Nonhuman primate (NHP) models have proven invaluable for the detailed study of many aspects of AIDS virus pathogenesis difficult or impossible to study with comparable rigor in HIV infected humans. Key aspects of HIV infection in humans can be authentically recapitulated in NHP models. Experimental advantages of NHP models include the ability to exactly control the identity, dose, route, and timing of the viral inoculum employed, control over the timing of initiation and discontinuation of various experimental interventions and the ability to conduct in vivo proof of concept studies of promising but unproven and potentially dangerous treatments.
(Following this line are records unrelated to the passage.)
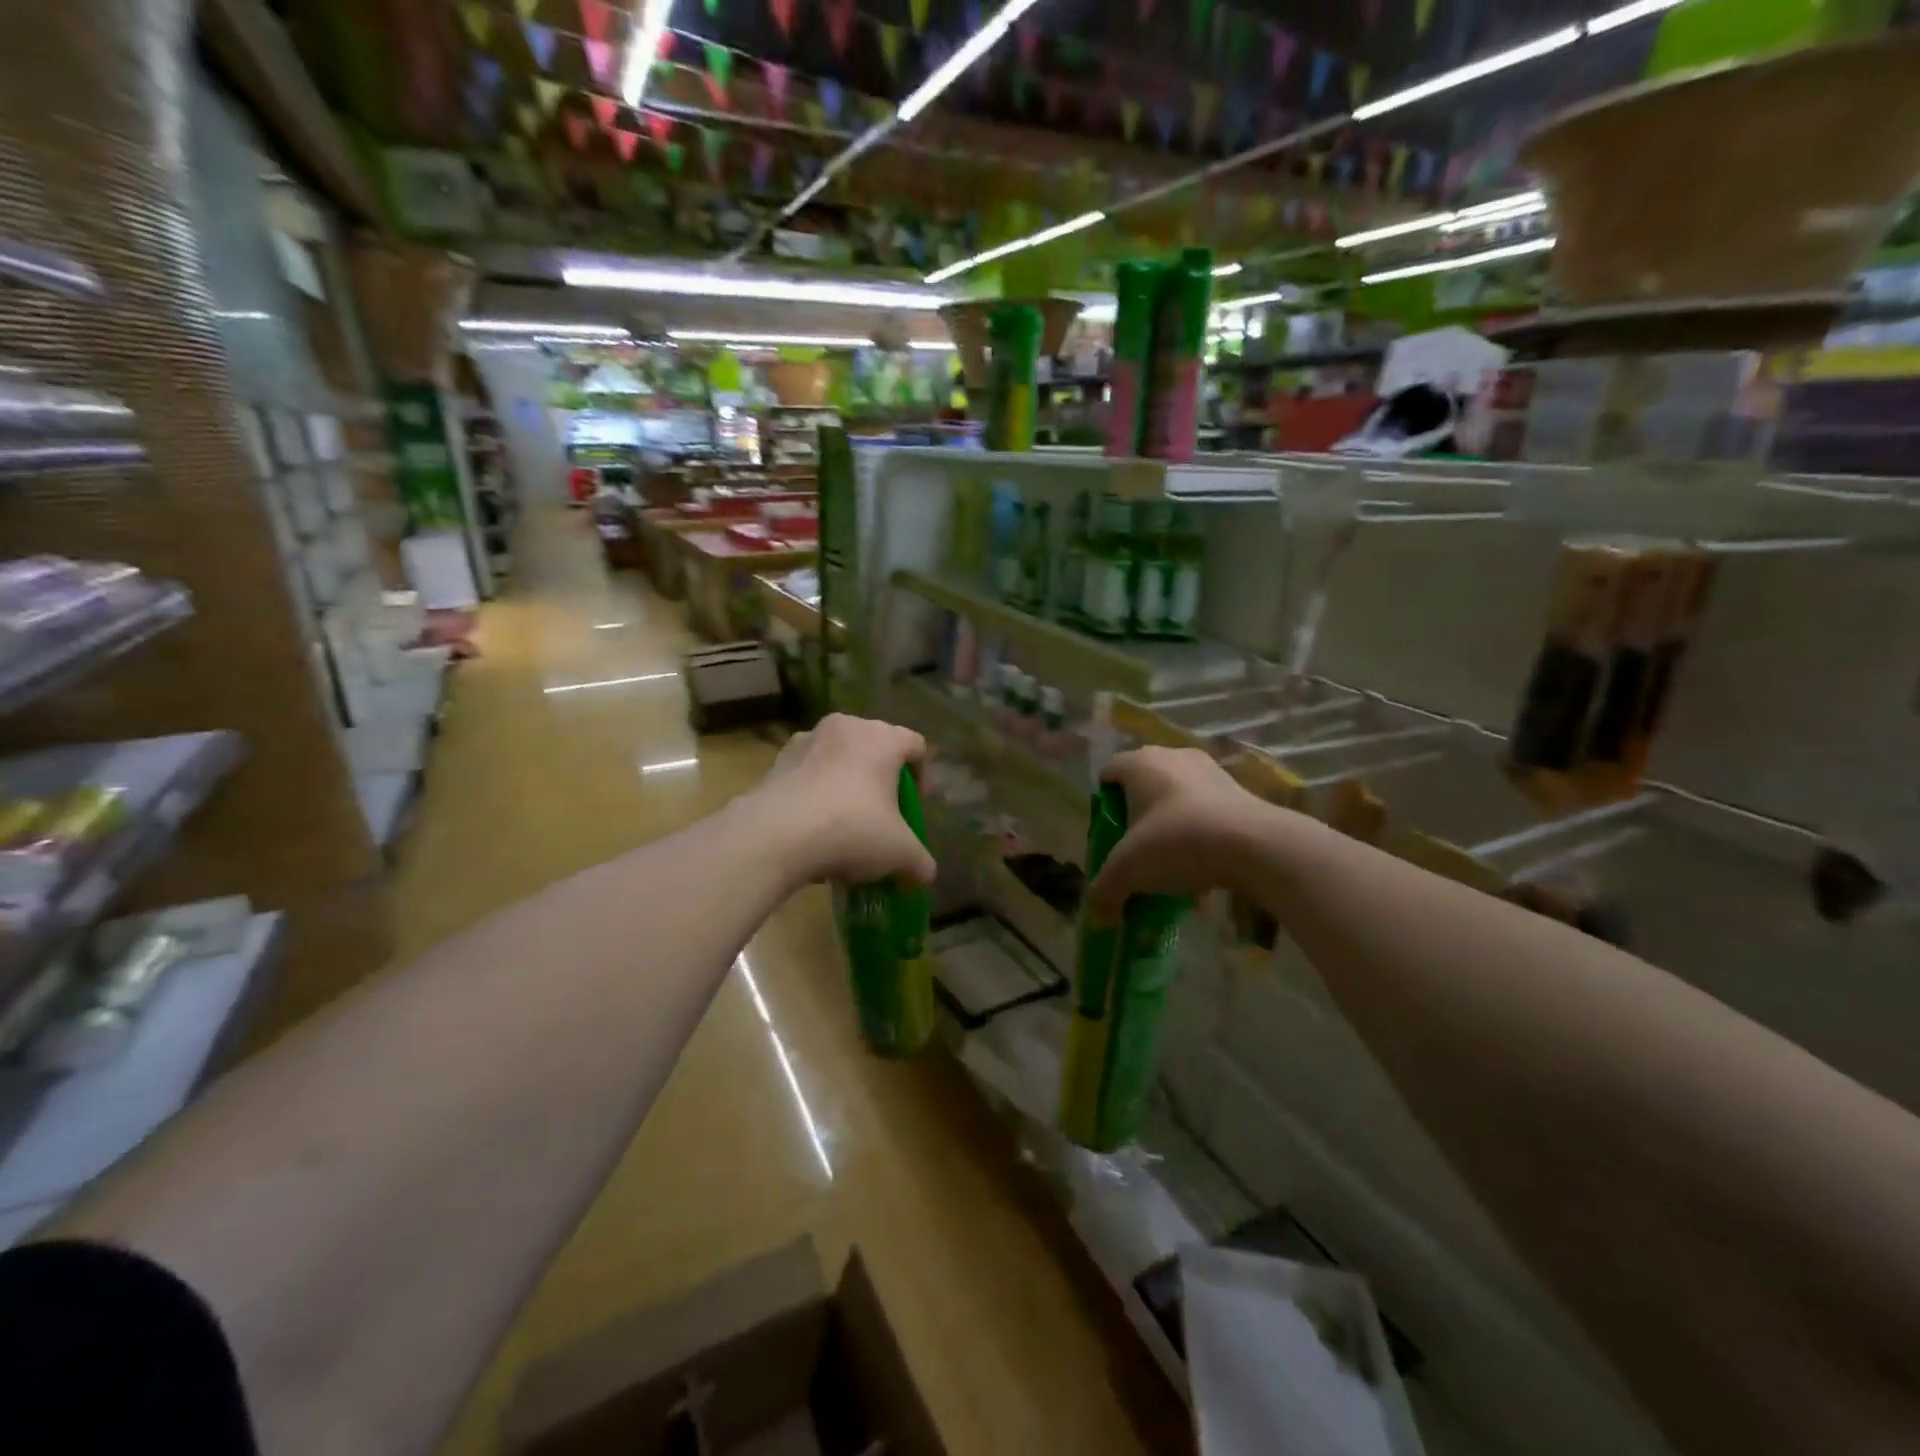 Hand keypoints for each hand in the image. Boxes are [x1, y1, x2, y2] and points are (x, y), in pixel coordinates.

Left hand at [752, 714, 935, 887]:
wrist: (774, 836)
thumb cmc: (851, 829)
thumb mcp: (899, 853)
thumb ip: (919, 862)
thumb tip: (924, 875)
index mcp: (882, 738)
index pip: (915, 744)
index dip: (923, 775)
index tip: (916, 805)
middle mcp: (845, 728)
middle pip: (874, 748)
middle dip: (882, 780)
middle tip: (883, 815)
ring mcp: (805, 741)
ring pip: (837, 760)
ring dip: (846, 785)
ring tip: (844, 826)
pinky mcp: (775, 762)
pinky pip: (807, 775)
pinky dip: (815, 795)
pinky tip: (814, 832)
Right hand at [1086, 747, 1266, 921]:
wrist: (1255, 845)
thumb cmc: (1177, 841)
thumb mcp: (1128, 871)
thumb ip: (1105, 891)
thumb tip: (1098, 917)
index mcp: (1139, 763)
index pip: (1107, 773)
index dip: (1103, 805)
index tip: (1108, 836)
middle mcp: (1172, 756)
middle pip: (1142, 785)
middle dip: (1136, 816)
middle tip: (1136, 850)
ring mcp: (1209, 770)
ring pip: (1176, 797)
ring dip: (1170, 824)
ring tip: (1171, 861)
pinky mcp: (1238, 790)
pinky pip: (1206, 809)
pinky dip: (1199, 831)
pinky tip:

As AIDS virus infection is a tissue based disease, perhaps the most important advantage of NHP models is the ability to obtain extensive longitudinal tissue samples, including from scheduled euthanasia and necropsy with extensive tissue collection and analysis. Early events in the course of AIDS virus infection are critically important, but difficult to study in HIV infected humans, due to factors that often include delayed diagnosis, and uncertainty about the exact timing of exposure, along with lack of availability of informative tissue specimens. NHP models therefore have an important role to play in the study of early events in AIDS virus infection. Using examples from our recent studies, results will be presented in a series of vignettes demonstrating the utility of NHP models for the study of early events in infection, including: (1) the use of a sequence tagged viral inoculum for tracking independent chains of infection events in vivo involved in mucosal viral transmission and systemic dissemination of infection; (2) the impact of early implementation of combination antiretroviral drug treatment (cART) on limiting the extent of establishment of a durable, recrudescence competent viral reservoir; (3) the contribution of arrest of viral replication at distal sites, after initial dissemination from a mucosal portal of entry, to protection from infection mediated by broadly neutralizing monoclonal antibodies; and iv. the early establishment of expanded clones of CD4+ T cells harboring clonally integrated proviruses that may contribute to the recrudescence competent viral reservoir that persists during cART.